Na sessão plenária do dia 14 de outubro de 2021, o Supremo Tribunal Federal deu continuidade ao julgamento da Ação Direta de Inconstitucionalidade (ADI) nº 5.766, que discute a constitucionalidade de dispositivos da Lei nº 13.467/17 relativos ao acesso de pessoas pobres à Justiça do Trabalho e à responsabilidade pelo pagamento dos custos do processo. A questão controvertida é específica: a efetividade do benefício da justiça gratuita ante os limites impostos pela “Reforma Trabalhista”.
O Ministro Luiz Fux, Presidente do Tribunal,
alinhou-se ao voto do Ministro Relator Luís Roberto
Barroso, para promover uma “análise econômica do
Direito”, argumentando que a “Reforma Trabalhista”
buscou evitar o que chamou de “demandas frívolas”.
Os dois votos, lamentavelmente, seguem a mesma linha
e desconhecem por completo a realidade das
trabalhadoras e trabalhadores brasileiros com ou sem
registro em carteira. Dialogam com um mundo
abstrato, citando autores e a Constituição
estadunidense. Dialogam, apenas, com o grande
capital e seus perversos efeitos sobre os mais
pobres. Ignoram, abertamente, estudos promovidos por
entidades como o Dieese, Cesit, Ipea e outras
instituições que utilizam dados da realidade
brasileira.
No Brasil, há recordes de taxas de rotatividade.
Segundo dados e fontes seguras, mais de 60% da mão
de obra empregada (vínculo formal) deixa o trabalho
anualmente (taxa global que considera todos os tipos
de desligamento). O que representa, em números, a
totalidade da população de muitos países europeus.
Parte expressiva dessas pessoas recebem até 2
salários- mínimos e não receberam seus direitos
básicos. O número de processos judiciais deveria ser
baixo, se isso fosse o resultado do elevado
cumprimento dos direitos dos trabalhadores.
Exigir que o trabalhador procure a Justiça apenas se
tiver “certeza” de procedência de seus pedidos é
exigir um cálculo impossível de ser realizado.

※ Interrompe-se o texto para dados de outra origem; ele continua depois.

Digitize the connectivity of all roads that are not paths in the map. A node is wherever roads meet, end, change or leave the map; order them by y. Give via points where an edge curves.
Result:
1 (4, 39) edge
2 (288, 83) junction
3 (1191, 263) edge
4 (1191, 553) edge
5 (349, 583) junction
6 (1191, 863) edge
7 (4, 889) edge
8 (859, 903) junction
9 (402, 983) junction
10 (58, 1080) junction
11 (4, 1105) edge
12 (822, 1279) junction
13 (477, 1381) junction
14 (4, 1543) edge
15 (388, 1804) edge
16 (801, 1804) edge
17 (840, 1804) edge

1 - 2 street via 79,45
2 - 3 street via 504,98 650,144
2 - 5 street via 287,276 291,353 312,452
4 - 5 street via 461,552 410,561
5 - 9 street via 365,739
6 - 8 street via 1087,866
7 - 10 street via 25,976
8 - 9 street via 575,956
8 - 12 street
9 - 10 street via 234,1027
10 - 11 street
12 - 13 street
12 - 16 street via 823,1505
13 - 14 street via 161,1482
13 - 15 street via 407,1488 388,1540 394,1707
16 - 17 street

Limita, inclusive, o exercício da própria
jurisdição. Seria o caso, então, de se condenar em
dobro sempre que se reconheça um direito não
satisfeito ao seu tempo? Disso não se fala, ao
contrário, na ADC nº 58, ao limitar a aplicação de
juros e correção monetária nos créditos trabalhistas
judiciais, incentivou-se o mal pagador e a demora no
pagamento de créditos de natureza salarial.

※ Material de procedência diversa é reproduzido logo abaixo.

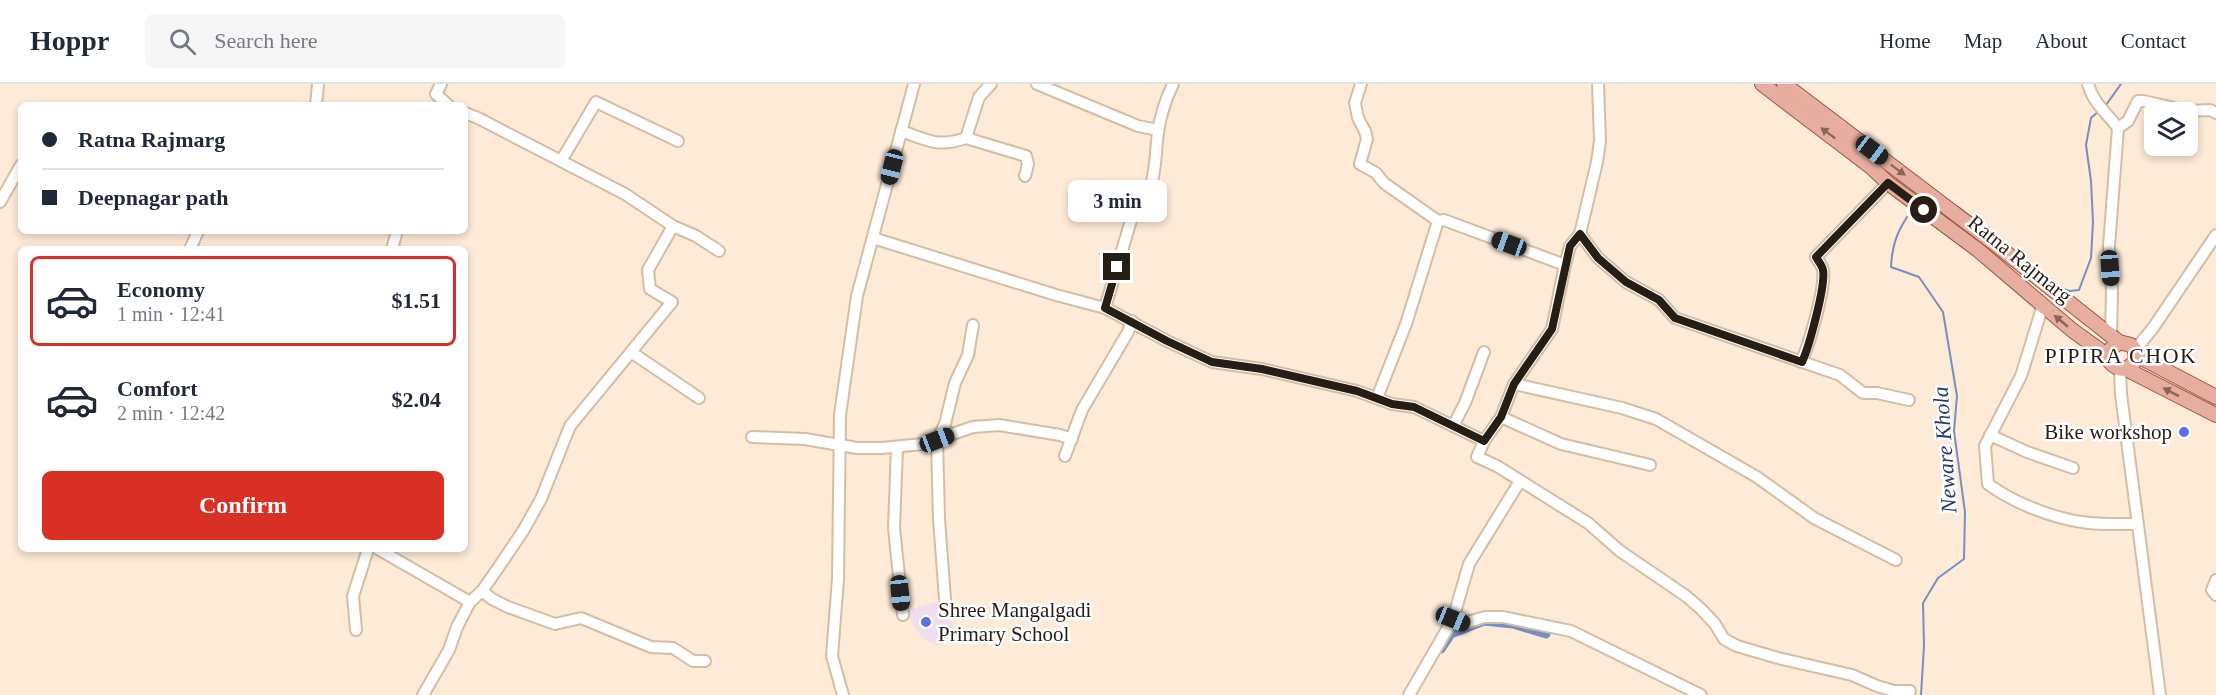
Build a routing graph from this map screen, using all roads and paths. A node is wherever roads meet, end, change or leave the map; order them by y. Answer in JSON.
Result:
{"nodes":[{"id":1,"x":318,"y":84,"type":"edge"},
{"id":2,"x":441,"y":84,"type":"edge"},
{"id":3,"x":914,"y":84,"type":"edge"},
{"id":4,"x":991,"y":84,"type":"edge"},
{"id":5,"x":1037,"y":84,"type":"edge"},
{"id":6,"x":1173,"y":84,"type":"edge"},
{"id":7,"x":1360,"y":84,"type":"edge"},
{"id":8,"x":1598,"y":84,"type":"edge"},
{"id":9,"x":1762,"y":84,"type":"edge"},
{"id":10,"x":1784,"y":84,"type":"edge"},
{"id":11,"x":2088,"y":84,"type":"edge"},
{"id":12,"x":316,"y":102,"type":"edge"},
{"id":13,"x":445,"y":102,"type":"edge"},
{"id":14,"x":2216,"y":113,"type":"edge"},
{"id":15,"x":468,"y":114,"type":"edge"},
{"id":16,"x":2118,"y":128,"type":"junction"},
{"id":17,"x":1158,"y":130,"type":"junction"},
{"id":18,"x":901,"y":131,"type":"junction"},
{"id":19,"x":966,"y":138,"type":"junction"},
{"id":20,"x":678,"y":141,"type":"dead end"},
{"id":21,"x":561,"y":161,"type":"junction"},
{"id":22,"x":18,"y":170,"type":"edge"},
{"id":23,"x":1025,"y":176,"type":"dead end"},
{"id":24,"x":1888,"y":183,"type":"junction"},
{"id":25,"x":0,"y":202,"type":"edge"},
{"id":26,"x":1438,"y":221,"type":"junction"},
{"id":27,"x":672,"y":226,"type":"junction"},
{"id":28,"x":1580,"y":234,"type":"junction"},
{"id":29,"x":2216,"y":235,"type":"edge"},
{"id":30,"x":873,"y":238,"type":"junction"},
{"id":31,"x":719,"y":251,"type":"dead end"},
{"id":32,"x":1565,"y":265,"type":"junction"},
{"id":33,"x":2043,"y":305,"type":"junction"},
{"id":34,"x":1105,"y":308,"type":"junction"},
{"id":35,"x":1132,"y":321,"type":"junction"},
{"id":36,"x":974,"y":325,"type":"dead end"},
{"id":37,"x":2115,"y":339,"type":"junction"},
{"id":38,"x":631,"y":352,"type":"junction"},
{"id":39,"x":1484,"y":352,"type":"dead end"},
{"id":40,"x":2135,"y":353,"type":"junction"},
{"id":41,"x":2108,"y":356,"type":"junction"},
{"id":42,"x":1802,"y":362,"type":"junction"},
{"id":43,"x":2123,"y":369,"type":"junction"},
{"id":44,"x":1514,"y":384,"type":"junction"},
{"id":45,"x":699,"y":398,"type":"dead end"},
{"id":46,"x":1377,"y":398,"type":"junction"},
{"id":47,"x":2216,"y":398,"type":"edge"},
{"id":48,"x":1909,"y":400,"type":"dead end"},
{"id":49,"x":2216,"y":416,"type":"edge"},
{"id":50,"x":1501,"y":417,"type":"junction"},
{"id":51,"x":1453,"y":426,"type":"junction"},
{"id":52,"x":1990,"y":435,"type":"junction"},
{"id":53,"x":752,"y":437,"type":"dead end"},
{"id":54,"x":1072,"y":439,"type":"junction"},
{"id":55,"x":937,"y":440,"type":"junction"},
{"id":56,"x":1484,"y":441,"type":"junction"},
{"id":57,"x":839,"y":446,"type":"junction"},
{"id":58,"x":897,"y":448,"type":"junction"},
{"id":59,"x":1065,"y":456,"type":"dead end"},
{"id":60,"x":1650,"y":465,"type":"dead end"},
{"id":61,"x":2073,"y":468,"type":"dead end"},
{"id":62,"x":1520,"y":481,"type":"junction"},
{"id":63,"x":2138,"y":524,"type":"junction"},
{"id":64,"x":367,"y":552,"type":"edge"},
{"id":65,"x":383,"y":552,"type":"edge"},
{"id":66,"x":1896,"y":560,"type":"dead end"},
{"id":67,"x":2216,"y":580,"type":"edge"},
{"id":68,"x":482,"y":591,"type":"junction"},
{"id":69,"x":2216,"y":595,"type":"edge"},
{"id":70,"x":945,"y":599,"type":"dead end"},
{"id":71,"x":471,"y":602,"type":"junction"},
{"id":72,"x":903,"y":615,"type":"dead end"},
{"id":73,"x":1453,"y":619,"type":"junction"},
{"id":74,"x":356,"y":630,"type":"dead end"},
{"id":75,"x":705,"y":661,"type":"dead end"},
{"id":76,"x":1910,"y":692,"type":"dead end"},
{"id":77,"x":423,"y":695,"type":"edge"},
{"id":78,"x":843,"y":695,"type":"edge"},
{"id":79,"x":1409,"y":695,"type":"edge"},
{"id":80,"x":1701,"y":695,"type":"edge"},
{"id":81,"x":2160,"y":695,"type":"edge"}],
"edges":[{"from":1,"to":12,"type":"street"},
{"from":2,"to":13,"type":"street"},
{"from":3,"to":18,"type":"street"},
{"from":4,"to":19,"type":"street"},
{"from":5,"to":17,"type":"street"},
{"from":6,"to":17,"type":"street"},
{"from":7,"to":26,"type":"street"},
{"from":8,"to":28,"type":"street"},
{"from":24,"to":9,"type":"main road","name":"Ratna Rajmarg","one_way":true},
{"from":10,"to":37,"type":"main road","name":"Ratna Rajmarg","one_way":true},
{"from":11,"to":16,"type":"street"},
{"from":14,"to":16,"type":"street"},
{"from":15,"to":21,"type":"street"},
{"from":16,"to":37,"type":"street"},
{"from":17,"to":34,"type":"street"},
{"from":18,"to":19,"type":"street"},
{"from":18,"to":30,"type":"street"},
{"from":19,"to":23,"type":"street"},
{"from":20,"to":21,"type":"street"},
{"from":21,"to":27,"type":"street"},
{"from":22,"to":25,"type":"street"},
{"from":24,"to":33,"type":"main road","name":"Ratna Rajmarg"},
{"from":24,"to":42,"type":"street"},
{"from":26,"to":32,"type":"street"},
{"from":26,"to":46,"type":"street"},
{"from":27,"to":31,"type":"street"},
{"from":27,"to":38,"type":"street"},
{"from":28,"to":32,"type":"street"},
{"from":28,"to":42,"type":"street"},
{"from":29,"to":40,"type":"street"},
{"from":30,"to":34,"type":"street"},
{"from":30,"to":57,"type":"street"},
{"from":32,"to":44,"type":"street"},
{"from":41,"to":33,"type":"main road","name":"Ratna Rajmarg","one_way":true},
{"from":33,"to":52,"type":"street"},
{"from":34,"to":35,"type":"street"},
{"from":35,"to":46,"type":"street"},
{"from":35,"to":54,"type":"street"},
{"from":36,"to":55,"type":"street"},
{"from":37,"to":40,"type":"main road","name":"Ratna Rajmarg"},
{"from":37,"to":41,"type":"main road"},
{"from":38,"to":45,"type":"street"},
{"from":38,"to":68,"type":"street"},
{"from":39,"to":51,"type":"street"},
{"from":40,"to":43,"type":"main road"},
{"from":40,"to":47,"type":"main road","name":"Ratna Rajmarg"},
{"from":41,"to":43,"type":"main road","name":"Ratna Rajmarg"},
{"from":42,"to":48,"type":"street"},
{"from":49,"to":43,"type":"main road","name":"Ratna Rajmarg","one_way":true},
{"from":43,"to":63,"type":"street"},
{"from":44,"to":50,"type":"street"},
{"from":44,"to":66,"type":"street"},
{"from":46,"to":51,"type":"street"},
{"from":50,"to":56,"type":"street"},
{"from":50,"to":60,"type":"street"},
{"from":51,"to":56,"type":"street"},
{"from":52,"to":61,"type":"street"},
{"from":52,"to":63,"type":"street"},
{"from":53,"to":57,"type":"street"},
{"from":54,"to":55,"type":"street"},
{"from":54,"to":59,"type":"street"},
{"from":55,"to":58,"type":"street"},
{"from":55,"to":70,"type":"street"},
{"from":56,"to":62,"type":"street"},
{"from":57,"to":58,"type":"street"},
{"from":57,"to":78,"type":"street"},
{"from":58,"to":72,"type":"street"},
{"from":62,"to":73,"type":"street"},
{"from":62,"to":76,"type":"street"},
{"from":63,"to":81,"type":"street"},
{"from":64,"to":74,"type":"street"},
{"from":65,"to":71,"type":"street"},
{"from":67,"to":69,"type":"street"},
{"from":68,"to":71,"type":"street"},
{"from":68,"to":75,"type":"street"},
{"from":71,"to":77,"type":"street"},
{"from":73,"to":79,"type":"street"},
{"from":73,"to":80,"type":"street"}]}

A “Reforma Trabalhista” foi apresentada como medida
eficiente para gerar empregos. Não gerou. Não vai
gerar. O que ela produz é mais precariedade, menos
recursos para a grande maioria da população
brasileira, empregos de péssima qualidade e
desproteção social. É causa de insegurança jurídica
e econômica para a grande parcela da população
brasileira que vive exclusivamente de salário e não
de renda financeira.
Para os Ministros, é legítima a atuação do Poder
Legislativo buscando diminuir os números de
litigiosidade aventureira no País, desconhecendo
que, conforme estatística do Tribunal Superior do
Trabalho1, a esmagadora maioria dos processos pedem
pagamento de aviso-prévio, multa de 40% do FGTS,
multa por atraso no pagamento, férias, 13º salário e
outros itens básicos de puro descumprimento da
legislação trabalhista.
Essa lógica de sequestro do Direito pela economia é
atentatória aos Direitos dos mais vulnerabilizados;
contraria a busca por emprego justo, salário decente
e vida digna; impõe um cálculo de “custo dos
direitos” a partir de princípios de eficiência e
acumulação de renda e riqueza dos mais poderosos;
afasta-se da perspectiva de bem-estar e da redução
efetiva da pobreza; mantém uma economia de
sobreviventes, com o discurso do mínimo existencial.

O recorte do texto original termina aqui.